To do
Sort through the entries below and pull out lines containing the word "name".

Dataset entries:
.....

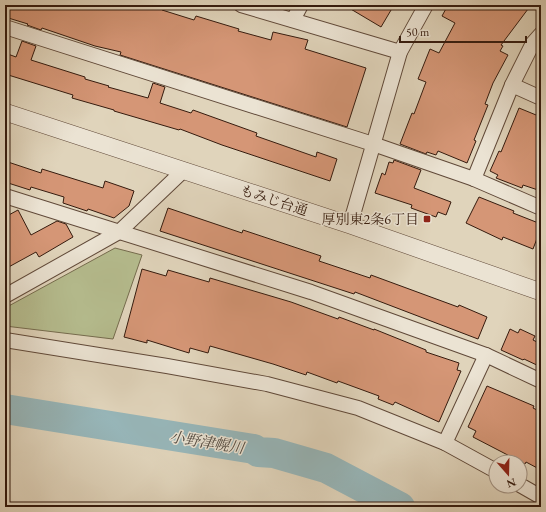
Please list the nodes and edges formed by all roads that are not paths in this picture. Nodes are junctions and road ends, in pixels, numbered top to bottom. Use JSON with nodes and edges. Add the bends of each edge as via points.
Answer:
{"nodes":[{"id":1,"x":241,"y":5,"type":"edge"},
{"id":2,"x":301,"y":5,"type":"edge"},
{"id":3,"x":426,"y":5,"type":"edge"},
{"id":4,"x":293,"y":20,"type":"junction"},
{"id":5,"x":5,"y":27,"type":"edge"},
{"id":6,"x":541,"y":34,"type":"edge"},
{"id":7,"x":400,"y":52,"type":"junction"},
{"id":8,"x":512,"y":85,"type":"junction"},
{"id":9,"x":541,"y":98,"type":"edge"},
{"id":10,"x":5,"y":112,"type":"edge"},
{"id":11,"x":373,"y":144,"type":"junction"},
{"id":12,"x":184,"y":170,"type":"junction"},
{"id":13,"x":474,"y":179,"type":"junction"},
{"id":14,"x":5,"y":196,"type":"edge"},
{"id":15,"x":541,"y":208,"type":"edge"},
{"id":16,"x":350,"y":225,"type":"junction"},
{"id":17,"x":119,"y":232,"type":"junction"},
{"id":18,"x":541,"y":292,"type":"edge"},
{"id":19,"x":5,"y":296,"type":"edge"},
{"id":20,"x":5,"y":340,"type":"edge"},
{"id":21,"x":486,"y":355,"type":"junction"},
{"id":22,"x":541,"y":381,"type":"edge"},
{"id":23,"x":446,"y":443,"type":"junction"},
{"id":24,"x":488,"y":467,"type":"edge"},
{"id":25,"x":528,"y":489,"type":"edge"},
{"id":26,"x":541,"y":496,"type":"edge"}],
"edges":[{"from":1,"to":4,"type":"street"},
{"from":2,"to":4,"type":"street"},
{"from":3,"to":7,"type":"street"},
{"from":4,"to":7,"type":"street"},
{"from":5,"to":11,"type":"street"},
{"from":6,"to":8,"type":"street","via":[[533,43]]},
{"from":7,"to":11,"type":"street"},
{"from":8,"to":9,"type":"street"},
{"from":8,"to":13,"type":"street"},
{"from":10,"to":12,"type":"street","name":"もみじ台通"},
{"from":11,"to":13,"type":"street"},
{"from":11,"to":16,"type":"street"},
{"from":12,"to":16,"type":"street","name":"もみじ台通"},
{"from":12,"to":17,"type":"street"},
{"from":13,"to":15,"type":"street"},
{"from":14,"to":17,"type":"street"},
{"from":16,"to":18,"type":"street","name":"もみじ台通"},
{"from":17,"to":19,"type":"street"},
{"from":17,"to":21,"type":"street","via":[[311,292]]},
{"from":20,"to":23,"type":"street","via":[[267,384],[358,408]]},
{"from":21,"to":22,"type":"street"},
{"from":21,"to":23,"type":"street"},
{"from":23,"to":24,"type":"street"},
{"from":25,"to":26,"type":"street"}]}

.....

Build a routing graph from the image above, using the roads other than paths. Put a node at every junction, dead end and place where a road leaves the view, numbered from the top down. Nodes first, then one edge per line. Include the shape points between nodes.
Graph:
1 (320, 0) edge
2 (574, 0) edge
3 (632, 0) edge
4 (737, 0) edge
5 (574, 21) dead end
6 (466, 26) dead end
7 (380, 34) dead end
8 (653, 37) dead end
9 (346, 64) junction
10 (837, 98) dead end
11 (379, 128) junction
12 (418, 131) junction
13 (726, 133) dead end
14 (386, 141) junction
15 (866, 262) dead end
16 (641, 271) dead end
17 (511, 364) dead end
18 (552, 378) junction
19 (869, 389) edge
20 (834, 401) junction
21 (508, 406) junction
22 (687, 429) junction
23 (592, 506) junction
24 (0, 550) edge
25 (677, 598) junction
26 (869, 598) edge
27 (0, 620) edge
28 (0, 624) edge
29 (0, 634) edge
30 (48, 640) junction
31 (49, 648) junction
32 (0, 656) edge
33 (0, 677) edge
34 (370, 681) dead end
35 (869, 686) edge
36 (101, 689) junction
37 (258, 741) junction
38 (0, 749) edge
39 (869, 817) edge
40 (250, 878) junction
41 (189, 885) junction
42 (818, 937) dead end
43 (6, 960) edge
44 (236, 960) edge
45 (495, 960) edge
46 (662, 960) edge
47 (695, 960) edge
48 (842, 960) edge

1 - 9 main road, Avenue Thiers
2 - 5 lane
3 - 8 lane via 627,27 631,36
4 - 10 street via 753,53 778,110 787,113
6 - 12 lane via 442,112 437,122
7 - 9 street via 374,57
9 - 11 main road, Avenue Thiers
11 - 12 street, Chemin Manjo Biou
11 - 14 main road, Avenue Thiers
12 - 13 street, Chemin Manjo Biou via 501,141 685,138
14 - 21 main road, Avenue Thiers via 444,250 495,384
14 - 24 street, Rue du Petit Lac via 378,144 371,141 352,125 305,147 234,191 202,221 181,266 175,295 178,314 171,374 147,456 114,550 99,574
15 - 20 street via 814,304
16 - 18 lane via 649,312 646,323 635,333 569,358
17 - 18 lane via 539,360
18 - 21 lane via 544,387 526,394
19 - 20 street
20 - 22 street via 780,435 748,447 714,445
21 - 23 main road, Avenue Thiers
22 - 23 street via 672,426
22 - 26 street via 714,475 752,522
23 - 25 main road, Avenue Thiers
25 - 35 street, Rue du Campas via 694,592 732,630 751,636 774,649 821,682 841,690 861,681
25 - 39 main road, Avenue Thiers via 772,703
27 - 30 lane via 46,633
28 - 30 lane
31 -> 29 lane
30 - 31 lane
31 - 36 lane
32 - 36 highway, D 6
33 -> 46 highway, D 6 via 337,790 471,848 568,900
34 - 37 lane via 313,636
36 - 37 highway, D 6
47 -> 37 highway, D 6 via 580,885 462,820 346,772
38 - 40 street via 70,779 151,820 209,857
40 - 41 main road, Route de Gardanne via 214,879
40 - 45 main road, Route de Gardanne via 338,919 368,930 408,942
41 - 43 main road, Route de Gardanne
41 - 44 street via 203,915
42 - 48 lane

.....

Result for this task
{"from":10,"to":12,"type":"street","name":"もみじ台通"},
{"from":12,"to":16,"type":"street","name":"もみじ台通"},
{"from":16,"to":18,"type":"street","name":"もみじ台通"},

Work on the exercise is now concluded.